Pomnikowe dęby w Barkwedzie

Wysokość dębów szypułkowych uznanych za pomnikowe waha się w granicach od 20 do 24 metrów. Imponująca jest ich grubość. Według pomiarów z 2018 roku wynosi ona w pierśnicy (na wysokości 1,3 metra) odpowiednio: 620 cm, 452 cm i 395 cm. Aby do nich dotrzeć, należy pokonać starą lipową aleję prowadzącą do dawnego grodziska, na którym w XIX wieku utworzono, nieczynny już, ewangelicki cmentarz.
Okazałe dęby z pewnością pamiętają toczącą się w tym miejscu 3 lutego 1807 roku bitwę pomiędzy wojskami francuskimi i prusko-rosyjskimi o most na Łynie. Z tą bitwą związana jest legenda o jeszcze jednym starym i potężnym dębie tam rosnącym.
Według zapisów poczynionych przez brąswałdzkiego proboszcza księdza Walentego Barczewskiego miał on mieć ponad 7 metrów średnicy, a w jego wypróchniałym pniu można było postawić stół i kilka krzeseł. To właśnie przy tym hipotetycznym stole według miejscowych przekazów miał po bitwie spożywać posiłek sam Napoleon Bonaparte. Cesarz Francuzów z pewnością tego nie uczynił, gdyż go w Barkwedzie nie było. Mało też prawdopodobne, aby uczynił to jeden z jego marszałków, który dowodził podczas barkwedzkiej bitwy – lutowe mrozy temu nie sprzyjały.

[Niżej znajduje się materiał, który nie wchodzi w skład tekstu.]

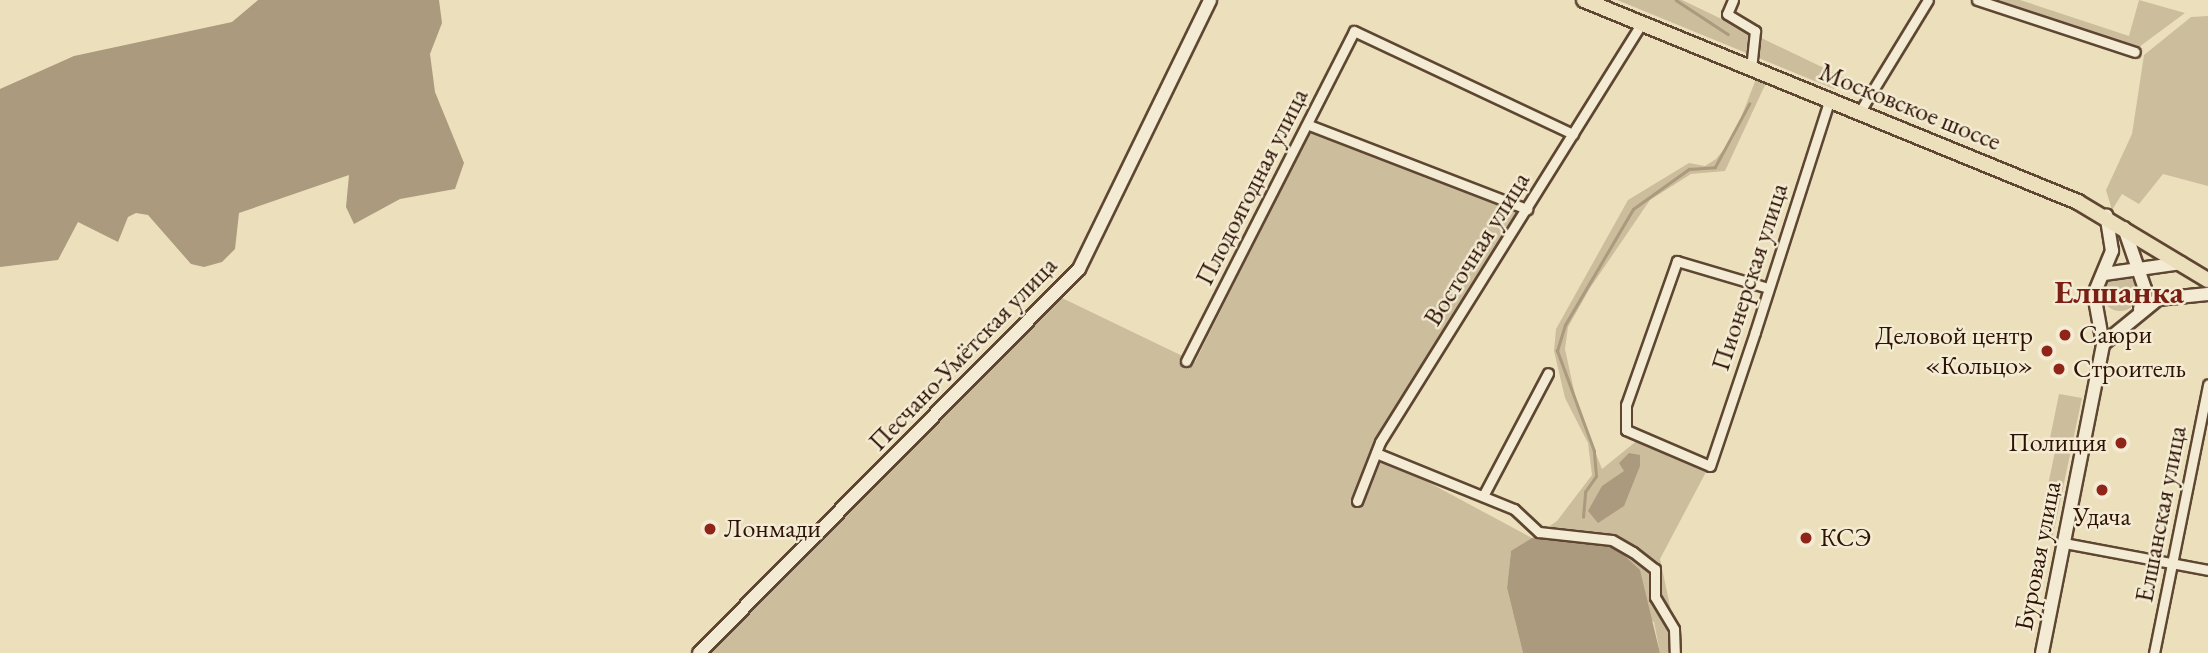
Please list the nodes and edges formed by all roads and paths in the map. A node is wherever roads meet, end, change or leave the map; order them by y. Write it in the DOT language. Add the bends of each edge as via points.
graph roads {
  1 [pos="1210,0"];
  2 [pos="1584,0"];
  3 [pos="1733,0"];
  4 [pos="1928,0"];
  5 [pos="1978,0"];
  6 [pos="1641,24"];
  7 [pos="2135,52"];
  8 [pos="1751,68"];
  9 [pos="1829,101"];
  10 [pos="1859,113"];
  11 [pos="1309,125"];
  12 [pos="1573,134"];
  13 [pos="1527,209"];
  14 [pos="2106,215"];
  15 [pos="2123,225"];
  16 [pos="2181,262"];
  17 [pos="2135,270"];
  18 [pos="2104,274"];
  19 [pos="2208,280"];
  20 [pos="1768,288"];
  21 [pos="2208,294"];
  22 [pos="2100,309"];
  23 [pos="2134,313"];
  24 [pos="2103,344"];
  25 [pos="1186,361"];
  26 [pos="1548,373"];
  27 [pos="2208,384"];
  28 [pos="1376,453"];
  29 [pos="1483,496"];
  30 [pos="1357,501"];
  31 [pos="2064,543"];
  32 [pos="2173,564"];
  33 [pos="2208,570"];
  34 [pos="699,653"];
  35 [pos="1675,653"];
  36 [pos="2042,653"];
  37 [pos="2154,653"];
  1 -- 34 [label="main road, Песчано-Умётская улица" via="1079,269"];
  2 -- 6 [label="main road, Московское шоссе"];
  3 -- 8 [label="street" via="1727,14 1755,31"];
  4 -- 10 [label="street"];
  5 -- 7 [label="street"];
  6 -- 8 [label="main road, Московское шоссе"];
  6 -- 12 [label="street, Восточная улица"];
  8 -- 9 [label="main road, Московское шоссе"];
  9 -- 10 [label="main road, Московское шоссе"];
  9 -- 20 [label="street, Пионерская улица"];
  10 -- 14 [label="main road, Московское шоссе"];
  11 -- 12 [label="street, Плодоягодная улица" via="1354,31"];
  11 -- 13 [label="street"];
  11 -- 25 [label="street, Плодоягодная улица"];
  12 -- 13 [label="street, Восточная улица"];
  13 -- 28 [label="street, Восточная улица"];
  14 -- 15 [label="main road, Московское шоссе"];
  14 -- 18 [label="main road, Буровая улица" via="2112,243"];
  15 -- 16 [label="main road, Московское шоссе"];
  15 -- 17 [label="main road"];
  16 -- 17 [label="main road"];
  16 -- 19 [label="main road, Московское шоссе"];
  17 -- 18 [label="main road"];
  17 -- 23 [label="main road" via="2144,285"];
  18 -- 22 [label="main road, Буровая улица" via="2094,290"];
  20 -- 20 [label="street, Пионерская улица" via="1710,466 1626,430 1626,405 1677,261"];
  21 -- 23 [label="main road" via="2177,293"];
  22 -- 23 [label="main road" via="2113,318"];
  22 -- 24 [label="main road, Буровая улица"];
  23 -- 24 [label="main road"];
  24 -- 31 [label="main road, Буровая улица"];
  26 -- 29 [label="street"];
  27 -- 32 [label="street, Елшанская улица"];
  28 -- 29 [label="street"];
  28 -- 30 [label="street, Восточная улица"];
  29 -- 35 [label="street" via="1514,509 1539,532 1612,540 1655,569 1654,597 1674,629"];
  31 -- 32 [label="street"];
  31 -- 36 [label="main road, Буровая улица"];
  32 -- 33 [label="street"];
  32 -- 37 [label="street, Елшанская улица"];
}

Pamiętny dąb zwany „Dębem Napoleona” nie przetrwał do naszych czasów. W 1922 roku spłonął od uderzenia pioruna. Pozostaje tylko żywić nadzieję, że podobny los nie spotka obecnych trzech i że przez długie lata będą cieszyć oko wszystkich odwiedzających to urokliwe miejsce.